I wrote something in a fictional story of mine that effects me different than I'm sure it would effect anyone else.  It makes me cry every time I read because it embodies what I have felt through this struggle:
For the first time in his life, the miller felt beaten.  He sat on a log bench, facing away from the fire, looking beyond the tents into the blackness.
 William came up behind him and placed a hand on his shoulder.  "We won't give up."
"No, of course we won't,"  Miller Stephenson agreed, but he couldn't put any conviction into the statement.
"Father," William said, crouching down beside him and looking earnestly into the older man's face.  The miller glanced at him briefly and resumed staring at the darkness in front of him.  "You have always told me that there is hope no matter how bad things get.  Let me tell you now, and please know that I believe this...There is still hope."
 For me the scene took place in my bedroom.  Mat had just walked out of the room to complete the potty practices that I couldn't quite make myself finish.  I had said something halfhearted about not ever giving up, but I didn't mean it.  I was sitting on the edge of my bed, staring at the wall and letting the tears fall.  Evan, who was eight at the time, came by and saw me crying.  He didn't know that my belief in hard work and perseverance was crumbling around me.  He had no wise words of advice.  He simply came in and sat on my lap, hugged me, and let me cry on his shoulder as I lamented that I had never tried so hard at something in my life and failed so miserably.  I must confess that at the time no thought of hope penetrated my gloom, but Evan's comfort offered me the strength I needed to carry on.

I have learned so much from this potty training experience, not the least of which is that writing truly helps me to cope with life.  I'm writing this post trying to search through this whole experience for hope.  Do I have hope?

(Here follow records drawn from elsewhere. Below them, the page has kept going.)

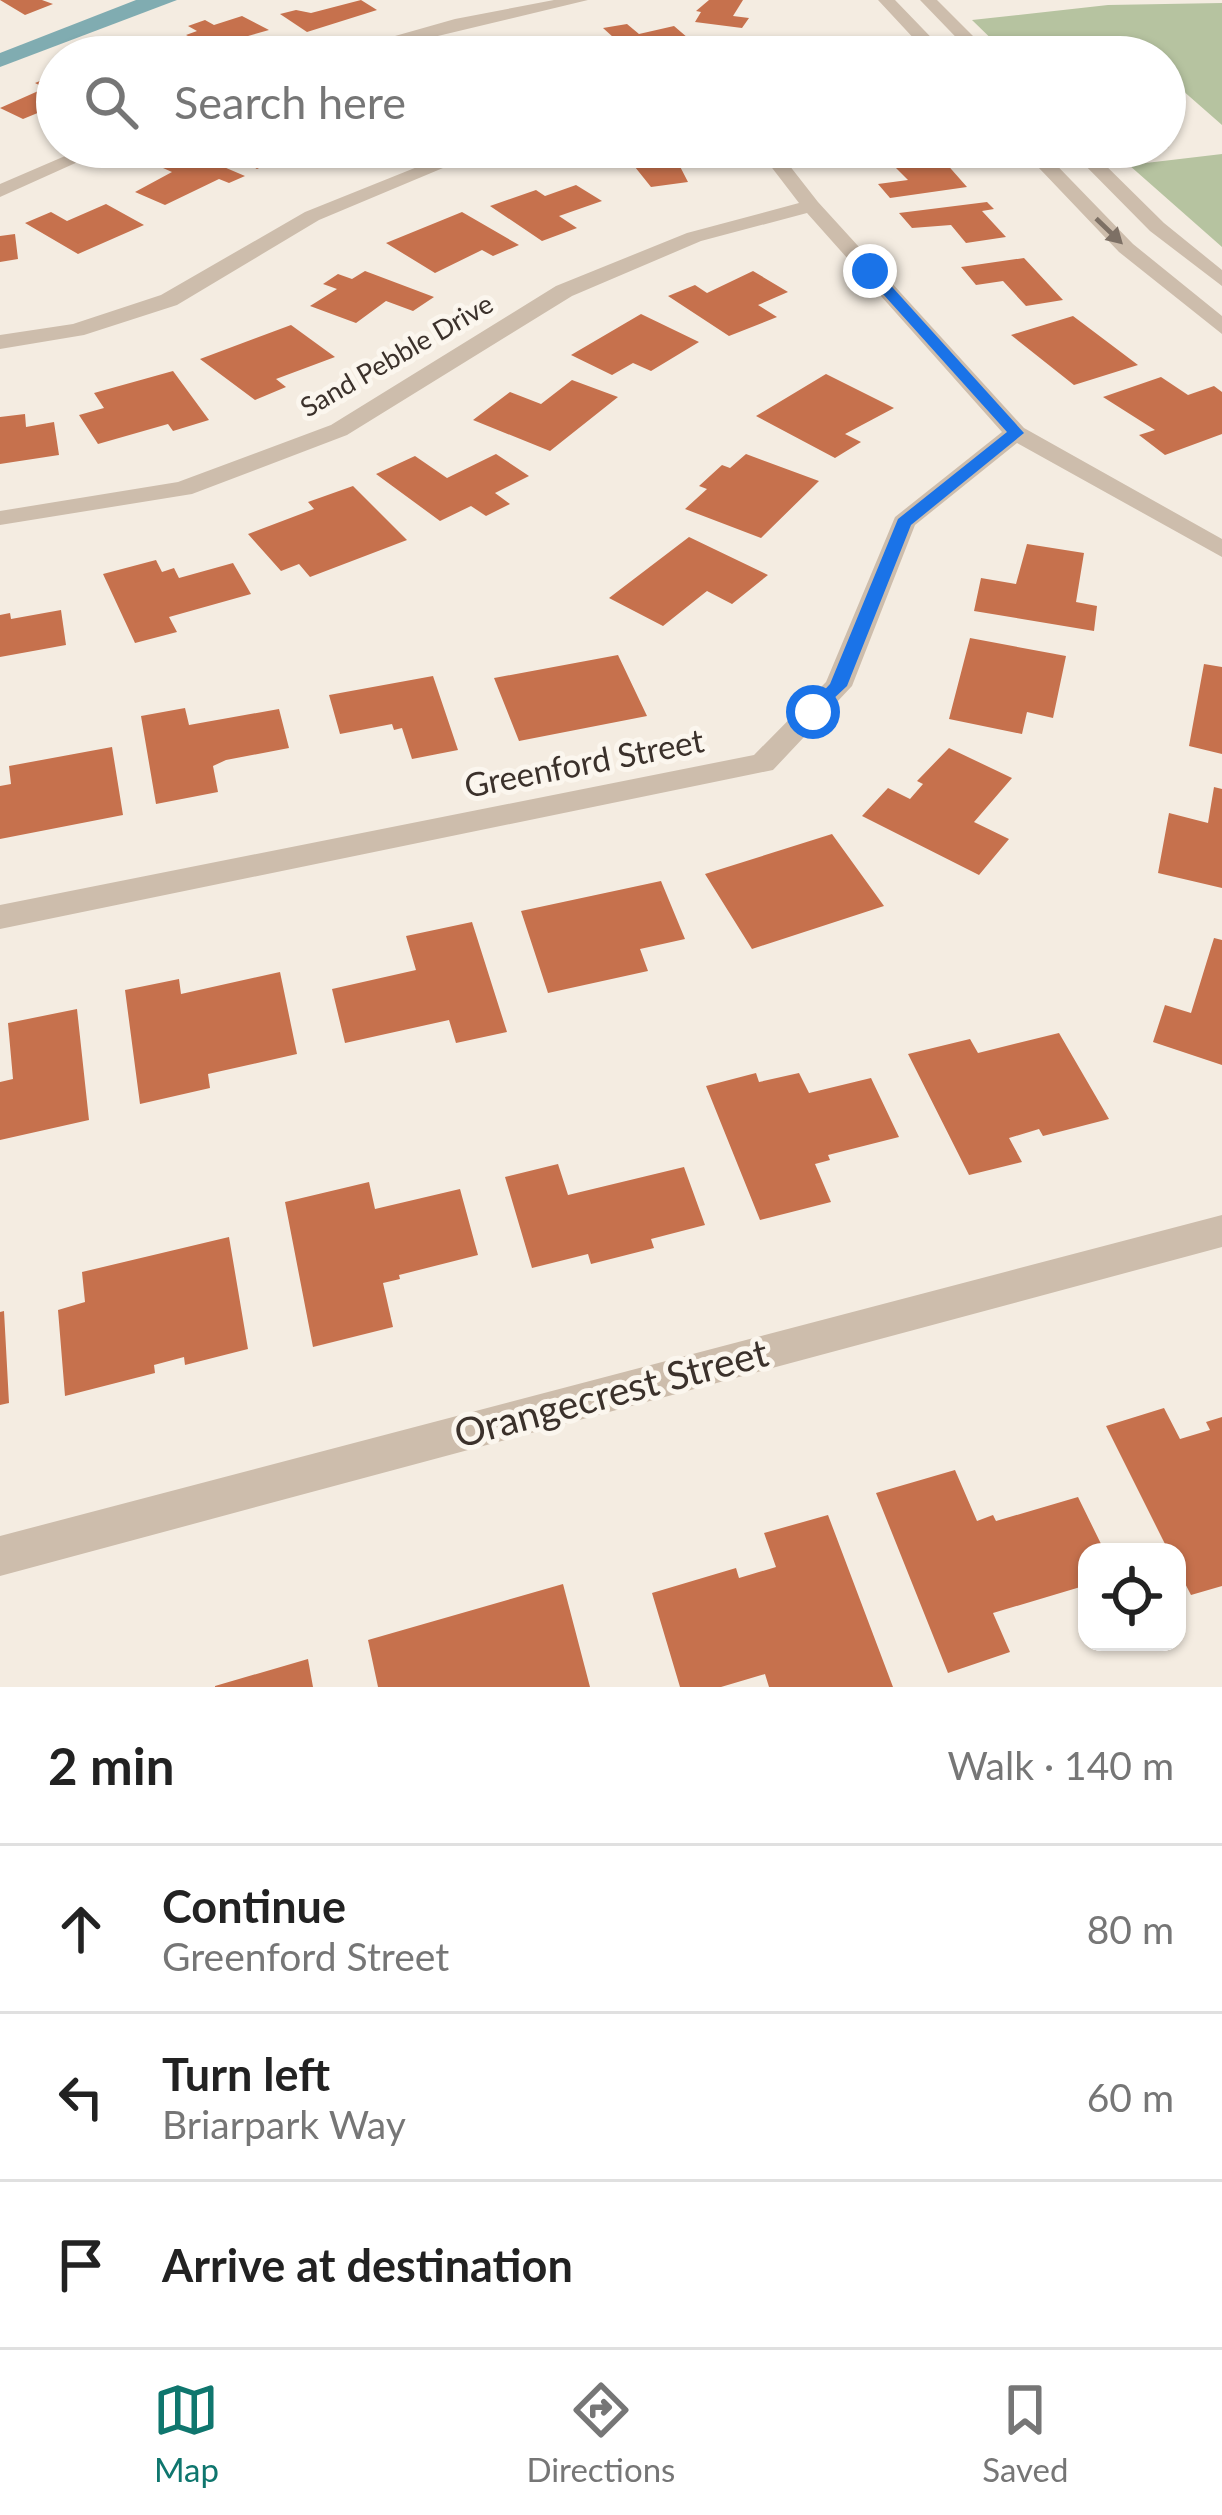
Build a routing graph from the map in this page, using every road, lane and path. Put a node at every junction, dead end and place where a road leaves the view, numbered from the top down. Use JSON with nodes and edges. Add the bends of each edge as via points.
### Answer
{"nodes":[{"id":1,"x":580,"y":0,"type":"edge"},
{"id":2,"x":886,"y":0,"type":"edge"},
{"id":3,"x":928,"y":0,"type":"edge"},
{"id":4,"x":410,"y":36,"type":"edge"},
{"id":5,"x":921,"y":36,"type":"edge"},
{"id":6,"x":961,"y":36,"type":"edge"},
{"id":7,"x":53,"y":168,"type":"edge"},
{"id":8,"x":432,"y":168,"type":"edge"},
{"id":9,"x":781,"y":168,"type":"edge"},
{"id":10,"x":1047,"y":168,"type":"edge"},
{"id":11,"x":1097,"y":168,"type":"edge"},
{"id":12,"x":0,"y":191,"type":"edge"},
{"id":13,"x":812,"y":206,"type":"junction"},
{"id":14,"x":1222,"y":280,"type":"edge"},
{"id":15,"x":1222,"y":327,"type":"edge"},
{"id":16,"x":0,"y":342,"type":"edge"},
{"id":17,"x":1016,"y":433,"type":"junction"},
{"id":18,"x":0,"y":518,"type":"edge"},
{"id":19,"x":1222,"y":550,"type":"edge"},
{"id":20,"x":0,"y":916,"type":"edge"},
{"id":21,"x":1222,"y":1231,"type":"edge"},
{"id":22,"x":0,"y":1556,"type":"edge"}],
"edges":[{"from":1,"to":4,"type":"street"},
{"from":2,"to":5,"type":"street"},
{"from":3,"to":6,"type":"street"},
{"from":7,"to":12,"type":"street"},
{"from":8,"to":16,"type":"street","via":[[312,216],[169,300],[76,330]]},
{"from":9,"to":13,"type":"street"},
{"from":10,"to":15,"type":"street","one_way":true,"via":[[1126,248]]},
{"from":11,"to":14,"type":"street"},
{"from":13,"to":17,"type":"street"},
{"from":13,"to":18,"type":"street","name":"Sand Pebble Drive","via":[[694,237],[564,292],[339,430],[183,489]]},
{"from":17,"to":19,"type":"street"},
{"from":17,"to":20,"type":"street","name":"Greenford Street","via":[[904,523],[838,686],[763,764]]},
{"from":21,"to":22,"type":"street","name":"Orangecrest Street"}]}
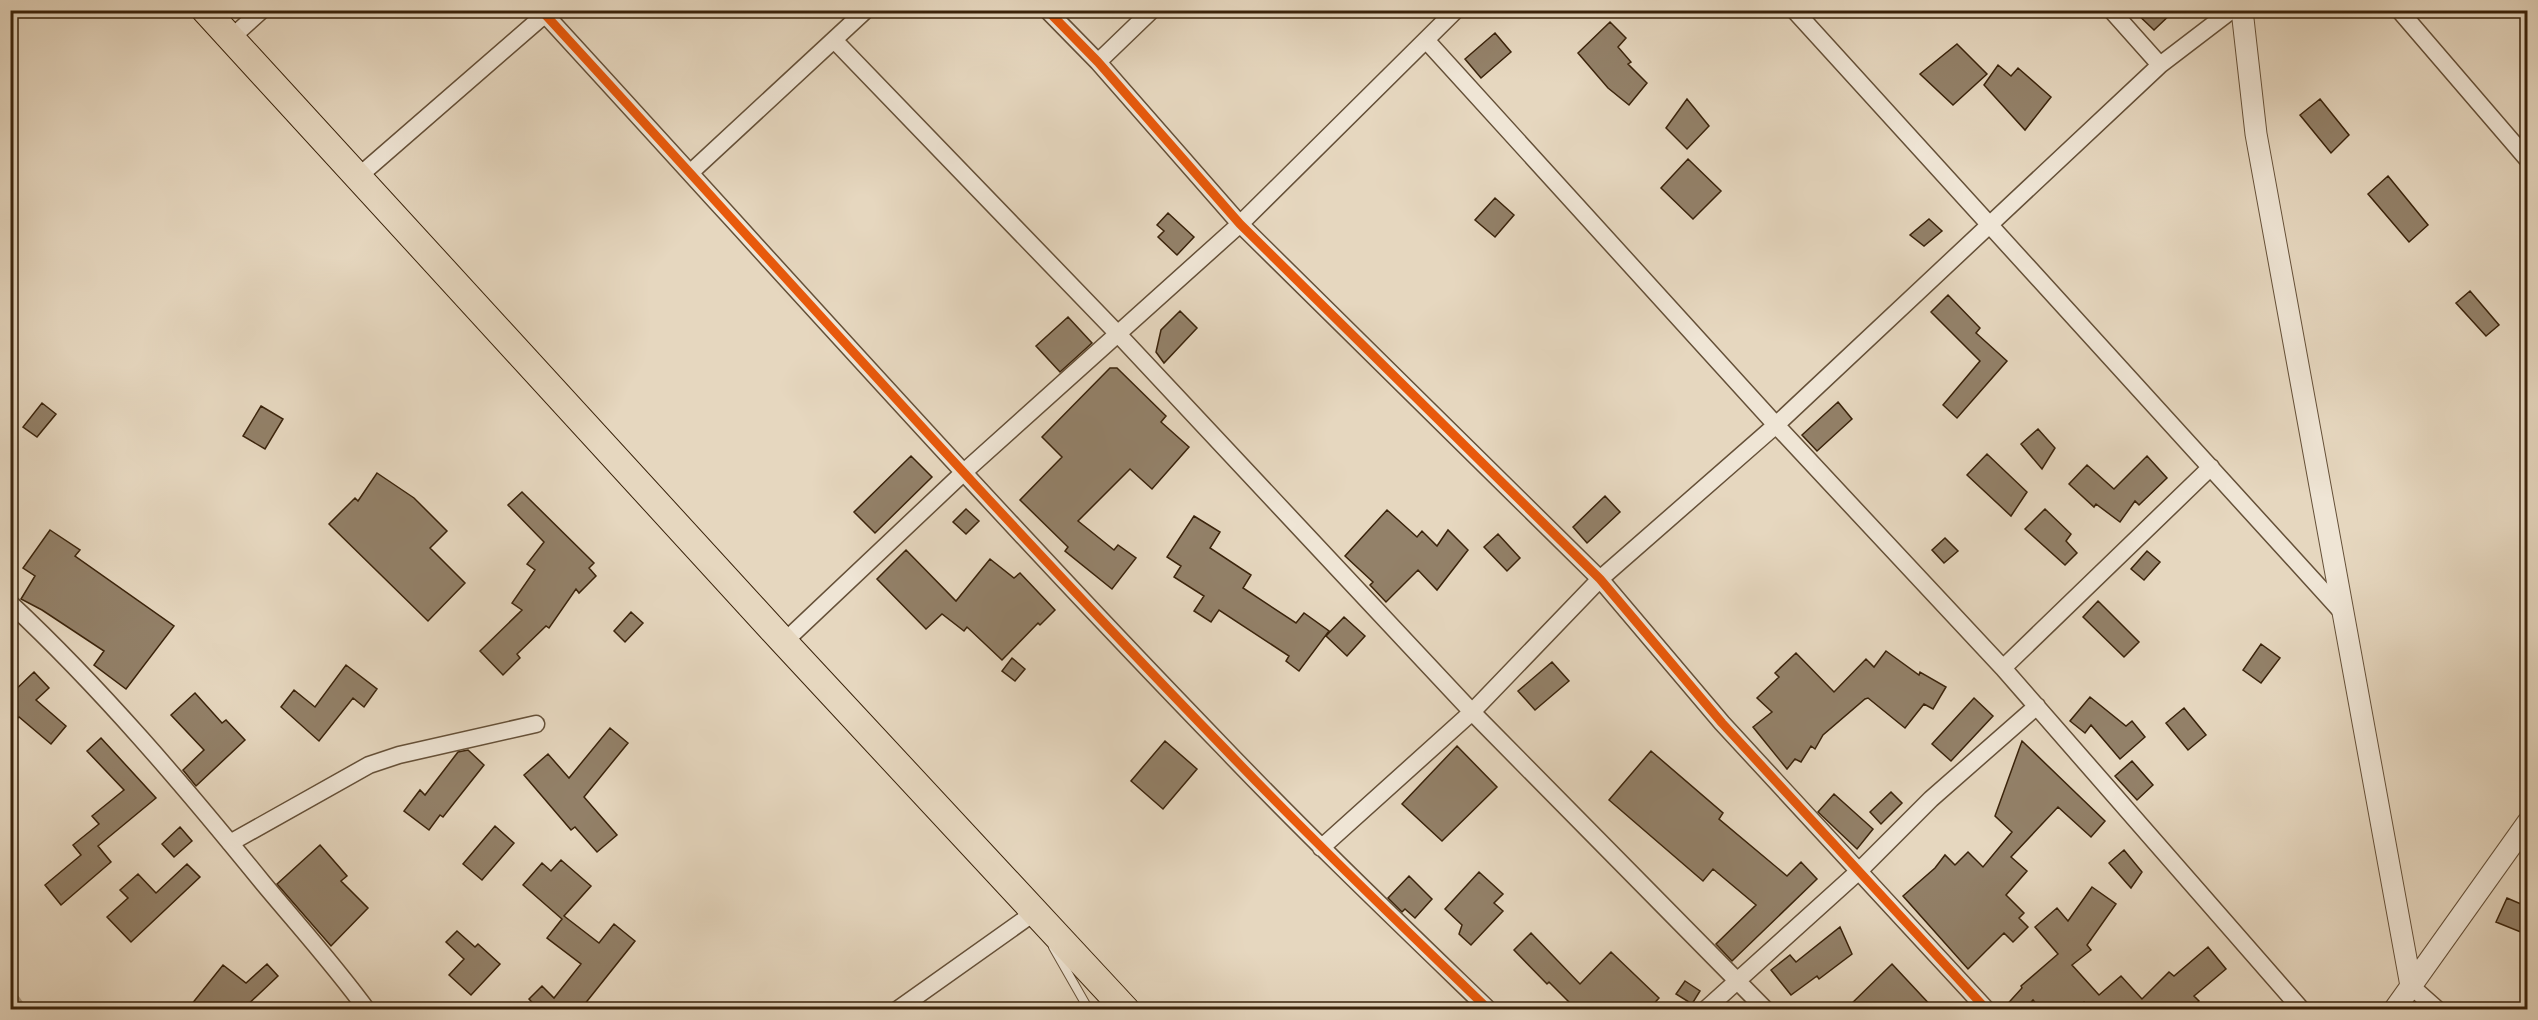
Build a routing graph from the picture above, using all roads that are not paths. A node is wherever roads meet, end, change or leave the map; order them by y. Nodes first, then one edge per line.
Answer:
1 (205, 10) edge
2 (262, 10) edge
3 (866, 10) edge
4 (1047, 10) edge
5 (1152, 10) edge
6 (1456, 10) edge
7 (1794, 10) edge
8 (2111, 10) edge
9 (2232, 10) edge
10 (2242, 10) edge
11 (2399, 10) edge
12 (546, 12) edge
13 (231, 38) junction
14 (1425, 40) junction
15 (835, 41) junction
16 (1098, 62) junction
17 (2160, 65) junction
18 (2528, 160) edge
19 (690, 173) junction
20 (359, 176) junction
21 (1240, 224) junction
22 (1988, 224) junction
23 (1118, 334) junction
24 (1776, 425) junction
25 (2211, 467) junction
26 (964, 472) junction
27 (1600, 579) junction
28 (10, 603) edge
29 (2343, 612) junction
30 (784, 642) junction
31 (2003, 668) junction
32 (2037, 706) junction
33 (1472, 712) junction
34 (536, 724) dead end
35 (2528, 822) edge
36 (230, 843) junction
37 (1321, 848) junction
38 (1860, 870) junction
39 (1035, 912) junction
40 (1737, 980) junction
41 (2411, 986) junction
42 (367, 1010) edge
43 (897, 1010) edge
44 (1089, 1010) edge
45 (1126, 1010) edge
46 (1489, 1010) edge
47 (1705, 1010) edge
48 (1766, 1010) edge
49 (1987, 1010) edge
50 (2302, 1010) edge
51 (2394, 1010) edge
52 (2438, 1010) edge

1 - 13 highway
2 - 13 street
3 - 15 street
4 - 16 street
5 - 16 street
6 - 14 street
7 - 22 street
8 - 17 street
9 - 17 street
10 - 29 street
11 - 18 street
12 - 19 street
12 - 20 street
13 - 20 highway
14 - 21 street
14 - 24 street
15 - 19 street
15 - 23 street
16 - 21 street
17 - 22 street
19 - 26 street
20 - 30 highway
21 - 23 street
21 - 27 street
22 - 24 street
22 - 25 street
23 - 26 street
23 - 33 street
24 - 27 street
24 - 31 street
25 - 29 street
25 - 31 street
26 - 30 street
26 - 37 street
27 - 33 street
27 - 38 street
28 - 36 street
29 - 41 street
30 - 39 highway
31 - 32 street
32 - 38 street
32 - 50 street
33 - 37 street
33 - 40 street
34 - 36 street
35 - 41 street
36 - 42 street
37 - 46 street
38 - 40 street
38 - 49 street
39 - 43 street
39 - 44 lane
39 - 45 highway
40 - 47 street
40 - 48 street
41 - 51 street
41 - 52 street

The answer I am happy to say is "yes."  But I see it in a different place than I expected to find it.  I see it in the fact that I am completely sent for a loop whenever Isaac has an accident.  After all these years, I am still shocked and upset that it has happened again.  If I didn't continue to have hope that each accident will be the last, wouldn't I lower my expectation and, upon finding him messy again, think to myself that this was par for the course?  But I don't.  Usually I take a deep breath, shake my head in amazement, and deal with it.  Sometimes, when I'm tired or it is particularly messy, I shamefully admit that I yell and rant.  But, maybe, what counts is that I still hope and so keep trying and never give up.